Ativista angolano Osvaldo Caholo
Osvaldo Caholo: "O MPLA vai usar todas as armas para reiniciar o país"Foto: B. Ndomba/DW

"Na entrevista, eu dizia que a sociedade civil tem um plano para contornar os cinco anos de terrorismo de Estado que o MPLA vai exercer. Em conversa, o comandante da esquadra disse-me que o áudio da DW terá preocupado as autoridades de topo do MPLA, e a nível superior houve uma ordem para a minha detenção. Fiquei detido das 7h às 16h."

A "tirania de João Lourenço"

Caholo acredita que Angola está a caminho de uma "tirania". "Isto ainda não terminou por aqui, penso que o pós-eleições está cada vez mais perigoso", comenta o jovem.

"O MPLA - apercebendo-se da evolução da consciência dos cidadãos, [que veem cada vez mais] a necessidade de pôr fim [à governação] deste partido maquiavélico - vai usar todas as armas para reiniciar o país."

Em declarações à DW África na semana passada, o porta-voz do Serviço de Investigação Criminal, Manuel Halaiwa, negou que as detenções tenham motivos políticos.

Os jovens detidos estavam a incitar a rebelião nas redes sociais, justifica o SIC: "Todos aqueles que estiverem a ser detidos estão envolvidos em atos que constituem crimes. Aliás, esta é a tarefa dos órgãos de defesa e segurança", disse Halaiwa.

Xitu Milongo, ativista da Plataforma Cazenga em Ação (PLACA), diz que escapou da detenção na semana passada com a ajuda da população, que o defendeu.
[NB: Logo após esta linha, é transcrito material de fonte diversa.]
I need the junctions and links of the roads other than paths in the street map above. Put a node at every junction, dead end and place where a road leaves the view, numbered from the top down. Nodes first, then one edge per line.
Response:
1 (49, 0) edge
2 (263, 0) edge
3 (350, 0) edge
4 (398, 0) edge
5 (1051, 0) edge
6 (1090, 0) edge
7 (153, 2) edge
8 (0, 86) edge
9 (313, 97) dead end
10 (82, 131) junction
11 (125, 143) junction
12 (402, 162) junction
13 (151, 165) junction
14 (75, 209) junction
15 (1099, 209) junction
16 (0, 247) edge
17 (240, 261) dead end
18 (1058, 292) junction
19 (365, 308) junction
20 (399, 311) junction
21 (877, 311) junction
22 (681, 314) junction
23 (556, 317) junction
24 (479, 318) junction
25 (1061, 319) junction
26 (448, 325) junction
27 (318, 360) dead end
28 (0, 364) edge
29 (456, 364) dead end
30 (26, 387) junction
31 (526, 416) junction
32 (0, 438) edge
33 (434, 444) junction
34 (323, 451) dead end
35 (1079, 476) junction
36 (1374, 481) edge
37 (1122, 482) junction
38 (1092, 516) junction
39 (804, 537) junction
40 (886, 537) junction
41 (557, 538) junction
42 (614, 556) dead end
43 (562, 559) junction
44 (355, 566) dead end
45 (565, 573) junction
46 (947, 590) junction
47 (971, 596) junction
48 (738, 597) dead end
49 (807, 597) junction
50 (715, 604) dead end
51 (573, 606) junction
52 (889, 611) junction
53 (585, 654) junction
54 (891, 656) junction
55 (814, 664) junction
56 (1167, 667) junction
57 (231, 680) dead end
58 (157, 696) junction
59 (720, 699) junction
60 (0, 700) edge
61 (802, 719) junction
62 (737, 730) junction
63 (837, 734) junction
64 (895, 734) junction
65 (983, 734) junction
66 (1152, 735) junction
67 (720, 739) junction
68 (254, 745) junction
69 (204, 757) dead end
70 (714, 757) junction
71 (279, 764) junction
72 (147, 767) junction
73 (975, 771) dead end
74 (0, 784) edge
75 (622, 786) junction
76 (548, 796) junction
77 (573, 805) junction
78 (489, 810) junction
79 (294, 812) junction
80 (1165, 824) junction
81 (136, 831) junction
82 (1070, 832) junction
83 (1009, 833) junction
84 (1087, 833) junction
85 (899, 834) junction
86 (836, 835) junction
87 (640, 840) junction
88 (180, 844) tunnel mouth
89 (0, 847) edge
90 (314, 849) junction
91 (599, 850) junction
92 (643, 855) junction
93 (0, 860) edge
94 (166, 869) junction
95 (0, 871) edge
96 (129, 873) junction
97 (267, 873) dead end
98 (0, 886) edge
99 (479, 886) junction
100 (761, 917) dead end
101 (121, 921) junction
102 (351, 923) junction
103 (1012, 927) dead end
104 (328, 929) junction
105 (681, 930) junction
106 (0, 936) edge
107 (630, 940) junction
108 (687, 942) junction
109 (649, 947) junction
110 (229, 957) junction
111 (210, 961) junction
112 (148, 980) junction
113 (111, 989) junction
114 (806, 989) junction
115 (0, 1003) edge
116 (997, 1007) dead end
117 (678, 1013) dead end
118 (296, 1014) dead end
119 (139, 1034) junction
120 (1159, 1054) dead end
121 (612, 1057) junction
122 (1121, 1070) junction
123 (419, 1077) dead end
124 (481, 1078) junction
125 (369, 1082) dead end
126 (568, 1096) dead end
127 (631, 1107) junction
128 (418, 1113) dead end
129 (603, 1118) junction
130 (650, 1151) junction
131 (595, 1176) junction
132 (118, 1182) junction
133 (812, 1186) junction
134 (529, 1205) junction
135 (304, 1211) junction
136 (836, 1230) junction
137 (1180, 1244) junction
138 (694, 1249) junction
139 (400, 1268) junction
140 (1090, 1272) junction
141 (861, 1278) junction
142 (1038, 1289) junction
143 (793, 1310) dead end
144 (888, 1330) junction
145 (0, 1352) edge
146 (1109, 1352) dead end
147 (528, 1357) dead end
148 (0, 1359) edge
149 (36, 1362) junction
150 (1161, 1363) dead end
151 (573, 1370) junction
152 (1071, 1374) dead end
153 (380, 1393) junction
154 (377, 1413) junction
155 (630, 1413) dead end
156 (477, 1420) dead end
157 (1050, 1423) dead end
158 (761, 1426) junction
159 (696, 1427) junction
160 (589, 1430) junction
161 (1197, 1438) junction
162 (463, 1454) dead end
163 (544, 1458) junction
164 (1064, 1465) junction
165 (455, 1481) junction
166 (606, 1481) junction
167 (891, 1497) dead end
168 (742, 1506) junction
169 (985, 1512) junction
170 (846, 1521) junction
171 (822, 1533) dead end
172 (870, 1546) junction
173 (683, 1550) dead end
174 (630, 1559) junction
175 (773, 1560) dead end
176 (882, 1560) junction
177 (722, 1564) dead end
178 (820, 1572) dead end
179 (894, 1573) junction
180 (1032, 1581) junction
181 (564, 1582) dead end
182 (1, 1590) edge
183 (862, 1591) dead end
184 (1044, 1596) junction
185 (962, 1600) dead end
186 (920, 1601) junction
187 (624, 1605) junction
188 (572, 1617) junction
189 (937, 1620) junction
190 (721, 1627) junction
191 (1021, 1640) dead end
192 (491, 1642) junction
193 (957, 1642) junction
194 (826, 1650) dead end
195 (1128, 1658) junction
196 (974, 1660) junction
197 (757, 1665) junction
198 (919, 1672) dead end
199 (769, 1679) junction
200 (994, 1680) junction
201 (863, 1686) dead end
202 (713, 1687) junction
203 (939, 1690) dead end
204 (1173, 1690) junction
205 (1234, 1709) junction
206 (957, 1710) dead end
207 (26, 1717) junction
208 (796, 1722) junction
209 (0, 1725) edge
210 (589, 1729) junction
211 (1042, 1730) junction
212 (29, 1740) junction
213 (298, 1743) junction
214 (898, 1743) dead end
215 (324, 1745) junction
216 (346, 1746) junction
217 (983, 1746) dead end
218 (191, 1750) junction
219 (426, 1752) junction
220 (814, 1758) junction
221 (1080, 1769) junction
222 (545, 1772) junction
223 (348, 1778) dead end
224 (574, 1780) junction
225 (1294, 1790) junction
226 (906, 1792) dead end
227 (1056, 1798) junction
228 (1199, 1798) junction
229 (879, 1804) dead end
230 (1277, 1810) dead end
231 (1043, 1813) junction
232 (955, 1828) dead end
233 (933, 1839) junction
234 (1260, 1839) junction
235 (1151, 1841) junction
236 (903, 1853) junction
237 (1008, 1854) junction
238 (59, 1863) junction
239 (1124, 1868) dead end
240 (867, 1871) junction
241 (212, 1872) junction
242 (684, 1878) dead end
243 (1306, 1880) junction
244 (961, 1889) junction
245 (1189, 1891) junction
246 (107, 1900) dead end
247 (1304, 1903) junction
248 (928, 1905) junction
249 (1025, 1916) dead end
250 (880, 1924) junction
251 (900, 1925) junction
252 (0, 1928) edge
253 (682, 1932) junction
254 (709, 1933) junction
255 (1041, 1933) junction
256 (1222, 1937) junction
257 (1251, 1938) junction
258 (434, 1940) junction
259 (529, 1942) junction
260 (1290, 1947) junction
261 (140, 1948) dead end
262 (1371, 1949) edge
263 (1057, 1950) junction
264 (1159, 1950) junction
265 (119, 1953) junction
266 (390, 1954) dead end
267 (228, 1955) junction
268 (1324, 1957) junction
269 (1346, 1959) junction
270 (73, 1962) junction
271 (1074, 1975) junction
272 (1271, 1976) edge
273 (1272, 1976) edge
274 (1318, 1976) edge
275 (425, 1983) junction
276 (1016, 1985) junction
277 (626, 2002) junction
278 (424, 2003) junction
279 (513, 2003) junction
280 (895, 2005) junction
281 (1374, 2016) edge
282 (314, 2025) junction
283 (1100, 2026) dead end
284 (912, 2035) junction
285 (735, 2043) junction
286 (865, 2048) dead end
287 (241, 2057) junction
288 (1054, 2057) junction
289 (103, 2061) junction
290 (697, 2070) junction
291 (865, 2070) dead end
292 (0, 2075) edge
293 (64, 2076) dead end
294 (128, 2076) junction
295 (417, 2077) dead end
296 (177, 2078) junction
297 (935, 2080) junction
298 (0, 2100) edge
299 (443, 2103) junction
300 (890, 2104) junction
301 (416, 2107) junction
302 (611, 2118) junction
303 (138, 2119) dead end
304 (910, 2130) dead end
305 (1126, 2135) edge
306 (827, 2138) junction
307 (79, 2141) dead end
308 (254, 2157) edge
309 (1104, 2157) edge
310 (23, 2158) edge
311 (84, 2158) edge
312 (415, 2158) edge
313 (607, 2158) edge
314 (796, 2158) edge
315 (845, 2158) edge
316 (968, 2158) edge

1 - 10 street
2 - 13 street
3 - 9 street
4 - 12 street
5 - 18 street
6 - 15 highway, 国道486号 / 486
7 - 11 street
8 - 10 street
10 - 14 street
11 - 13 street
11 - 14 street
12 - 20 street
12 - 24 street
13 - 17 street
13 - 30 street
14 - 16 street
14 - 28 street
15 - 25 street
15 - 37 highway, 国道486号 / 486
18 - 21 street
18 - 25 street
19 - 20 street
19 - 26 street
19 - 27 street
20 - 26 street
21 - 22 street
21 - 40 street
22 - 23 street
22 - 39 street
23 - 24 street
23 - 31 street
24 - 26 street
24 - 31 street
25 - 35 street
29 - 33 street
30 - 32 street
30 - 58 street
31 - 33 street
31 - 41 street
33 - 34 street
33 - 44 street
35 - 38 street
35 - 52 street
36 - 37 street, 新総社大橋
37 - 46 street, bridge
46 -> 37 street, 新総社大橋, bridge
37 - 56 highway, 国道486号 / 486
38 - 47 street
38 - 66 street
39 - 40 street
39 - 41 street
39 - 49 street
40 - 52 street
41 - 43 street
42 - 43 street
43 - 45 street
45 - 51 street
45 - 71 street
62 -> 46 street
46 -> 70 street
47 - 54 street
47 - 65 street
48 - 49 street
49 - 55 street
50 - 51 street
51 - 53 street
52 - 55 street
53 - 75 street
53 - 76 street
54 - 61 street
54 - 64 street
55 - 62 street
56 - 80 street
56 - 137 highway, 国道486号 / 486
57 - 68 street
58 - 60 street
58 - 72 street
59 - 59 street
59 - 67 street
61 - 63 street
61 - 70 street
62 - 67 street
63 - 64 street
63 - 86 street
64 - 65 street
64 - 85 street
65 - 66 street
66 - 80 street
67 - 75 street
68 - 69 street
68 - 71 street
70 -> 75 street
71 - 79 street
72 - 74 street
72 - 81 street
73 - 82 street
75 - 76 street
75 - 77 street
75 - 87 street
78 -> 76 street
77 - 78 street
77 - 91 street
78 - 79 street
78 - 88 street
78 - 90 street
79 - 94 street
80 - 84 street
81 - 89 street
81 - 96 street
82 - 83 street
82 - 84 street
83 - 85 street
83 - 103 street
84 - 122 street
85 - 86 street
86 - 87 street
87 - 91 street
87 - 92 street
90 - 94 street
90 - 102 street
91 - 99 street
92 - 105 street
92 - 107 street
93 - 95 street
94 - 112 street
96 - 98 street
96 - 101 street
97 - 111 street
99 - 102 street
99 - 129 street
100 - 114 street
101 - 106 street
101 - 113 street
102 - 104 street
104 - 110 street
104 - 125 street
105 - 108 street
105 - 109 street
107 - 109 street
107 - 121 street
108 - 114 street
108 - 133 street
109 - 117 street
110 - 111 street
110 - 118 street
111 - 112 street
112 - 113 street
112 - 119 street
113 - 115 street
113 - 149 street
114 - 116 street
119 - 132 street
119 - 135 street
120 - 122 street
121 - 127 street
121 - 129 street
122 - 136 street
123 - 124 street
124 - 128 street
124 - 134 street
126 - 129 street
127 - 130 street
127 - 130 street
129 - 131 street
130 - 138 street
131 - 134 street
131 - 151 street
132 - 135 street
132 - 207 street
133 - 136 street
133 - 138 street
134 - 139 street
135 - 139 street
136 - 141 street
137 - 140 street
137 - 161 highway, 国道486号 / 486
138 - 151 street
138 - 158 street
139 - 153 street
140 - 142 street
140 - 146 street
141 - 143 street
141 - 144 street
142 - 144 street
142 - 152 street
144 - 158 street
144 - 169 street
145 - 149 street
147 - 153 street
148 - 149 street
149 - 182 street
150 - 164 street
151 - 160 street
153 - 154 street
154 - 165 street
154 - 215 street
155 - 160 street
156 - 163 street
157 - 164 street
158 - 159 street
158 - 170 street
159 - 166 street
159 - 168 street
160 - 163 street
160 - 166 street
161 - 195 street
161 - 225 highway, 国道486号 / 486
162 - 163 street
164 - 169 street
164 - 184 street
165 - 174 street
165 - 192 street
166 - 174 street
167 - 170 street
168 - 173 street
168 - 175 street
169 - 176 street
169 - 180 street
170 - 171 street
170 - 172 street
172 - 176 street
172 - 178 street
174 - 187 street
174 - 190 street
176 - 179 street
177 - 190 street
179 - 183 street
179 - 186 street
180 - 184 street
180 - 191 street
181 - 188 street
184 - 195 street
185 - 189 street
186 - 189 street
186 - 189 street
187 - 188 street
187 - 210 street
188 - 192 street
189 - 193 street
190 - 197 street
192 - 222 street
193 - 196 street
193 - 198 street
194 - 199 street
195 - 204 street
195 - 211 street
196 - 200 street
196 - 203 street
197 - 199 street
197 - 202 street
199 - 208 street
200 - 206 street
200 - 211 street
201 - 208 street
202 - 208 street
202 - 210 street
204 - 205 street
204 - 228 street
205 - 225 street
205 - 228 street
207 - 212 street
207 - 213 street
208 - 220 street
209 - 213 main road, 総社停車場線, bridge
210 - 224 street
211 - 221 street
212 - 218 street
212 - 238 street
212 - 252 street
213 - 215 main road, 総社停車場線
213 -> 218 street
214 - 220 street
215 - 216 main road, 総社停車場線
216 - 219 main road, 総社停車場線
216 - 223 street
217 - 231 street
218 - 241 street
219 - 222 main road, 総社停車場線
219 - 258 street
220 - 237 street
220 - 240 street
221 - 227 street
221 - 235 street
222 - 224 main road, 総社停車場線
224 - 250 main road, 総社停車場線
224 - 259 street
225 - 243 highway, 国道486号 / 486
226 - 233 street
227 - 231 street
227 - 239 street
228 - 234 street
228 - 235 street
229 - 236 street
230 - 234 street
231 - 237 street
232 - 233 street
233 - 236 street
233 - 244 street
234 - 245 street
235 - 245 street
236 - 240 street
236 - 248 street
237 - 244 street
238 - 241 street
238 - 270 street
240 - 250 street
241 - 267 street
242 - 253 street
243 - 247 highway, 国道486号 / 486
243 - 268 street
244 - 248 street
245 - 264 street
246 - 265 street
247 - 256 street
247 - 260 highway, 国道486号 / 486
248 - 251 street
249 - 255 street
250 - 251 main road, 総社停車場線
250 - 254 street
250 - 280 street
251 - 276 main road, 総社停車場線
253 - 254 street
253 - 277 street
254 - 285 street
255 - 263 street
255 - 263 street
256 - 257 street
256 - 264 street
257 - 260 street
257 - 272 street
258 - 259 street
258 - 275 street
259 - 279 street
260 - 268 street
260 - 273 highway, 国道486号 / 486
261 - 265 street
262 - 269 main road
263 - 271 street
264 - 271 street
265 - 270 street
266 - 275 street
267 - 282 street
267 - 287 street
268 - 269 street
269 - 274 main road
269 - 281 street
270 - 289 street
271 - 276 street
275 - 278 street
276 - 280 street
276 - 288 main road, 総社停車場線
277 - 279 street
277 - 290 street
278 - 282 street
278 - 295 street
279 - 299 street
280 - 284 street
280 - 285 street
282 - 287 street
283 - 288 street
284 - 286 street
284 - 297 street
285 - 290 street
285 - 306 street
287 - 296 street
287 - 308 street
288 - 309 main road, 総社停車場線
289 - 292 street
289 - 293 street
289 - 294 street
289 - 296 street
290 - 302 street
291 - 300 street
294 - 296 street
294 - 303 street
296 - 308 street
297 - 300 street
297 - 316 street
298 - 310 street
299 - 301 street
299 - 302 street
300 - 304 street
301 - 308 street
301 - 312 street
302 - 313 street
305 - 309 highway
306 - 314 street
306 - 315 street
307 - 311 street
O ativista prevê que o novo mandato do Presidente João Lourenço será difícil para todos os que são "verticais" e criticam a governação. "Presume-se que haverá sumiços de críticos neste intervalo de cinco anos, que haja mortes misteriosas de críticos, daqueles que não se deixarem comprar pela tirania de João Lourenço."

Segundo Xitu Milongo, esses sumiços já começaram a acontecer, durante as últimas manifestações. 

Detidos há nove meses, sem acusação formal, estão dois críticos da governação de João Lourenço - Luther Campos e Tanaece Neutro.

O secretário-geral do maior partido da oposição, a União Nacional para a Independência Total de Angola (UNITA), repudia estes atos. "Continuamos a apelar à libertação de Tanaece, Luther Campos e de outros presos políticos que ainda jazem nas cadeias do regime", afirmou Álvaro Chikwamanga Daniel.

O início do julgamento de Tanaece Neutro está marcado para 6 de outubro. Luther Campos começará a ser julgado a 9 de outubro.